STORED DATA —
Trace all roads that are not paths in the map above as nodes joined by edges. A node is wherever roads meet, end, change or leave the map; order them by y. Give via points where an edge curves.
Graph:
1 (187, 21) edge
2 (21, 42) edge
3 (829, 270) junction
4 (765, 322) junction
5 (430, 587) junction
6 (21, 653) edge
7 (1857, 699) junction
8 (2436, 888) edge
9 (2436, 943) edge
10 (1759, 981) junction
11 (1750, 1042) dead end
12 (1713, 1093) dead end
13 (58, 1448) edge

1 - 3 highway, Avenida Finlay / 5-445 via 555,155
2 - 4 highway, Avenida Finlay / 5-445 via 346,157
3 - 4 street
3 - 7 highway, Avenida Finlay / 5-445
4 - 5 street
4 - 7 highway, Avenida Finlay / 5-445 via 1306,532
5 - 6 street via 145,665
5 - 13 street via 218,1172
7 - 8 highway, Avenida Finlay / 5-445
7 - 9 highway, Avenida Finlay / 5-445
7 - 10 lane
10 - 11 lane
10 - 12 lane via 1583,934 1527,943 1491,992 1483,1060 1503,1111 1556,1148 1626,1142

REQUIRED WORK — Set all of the material down once more, unchanged.

SOLUTION —
Trace all roads that are not paths in the map above as nodes joined by edges. A node is wherever roads meet, end, change or leave the map; order them by y. Give via points where an edge curves.
Graph:
1 (187, 21) edge
2 (21, 42) edge
3 (829, 270) junction
4 (765, 322) junction
5 (430, 587) junction
6 (21, 653) edge
7 (1857, 699) junction
8 (2436, 888) edge
9 (2436, 943) edge
10 (1759, 981) junction
11 (1750, 1042) dead end
12 (1713, 1093) dead end
13 (58, 1448) edge

1 - 3 highway, Avenida Finlay / 5-445 via 555,155
2 - 4 highway, Avenida Finlay / 5-445 via 346,157
3 - 4 street
3 - 7 highway, Avenida Finlay / 5-445
4 - 5 street
4 - 7 highway, Avenida Finlay / 5-445 via 1306,532
5 - 6 street via 145,665
5 - 13 street via 218,1172
7 - 8 highway, Avenida Finlay / 5-445
7 - 9 highway, Avenida Finlay / 5-445
7 - 10 lane
10 - 11 lane
10 - 12 lane via 1583,934 1527,943 1491,992 1483,1060 1503,1111 1556,1148 1626,1142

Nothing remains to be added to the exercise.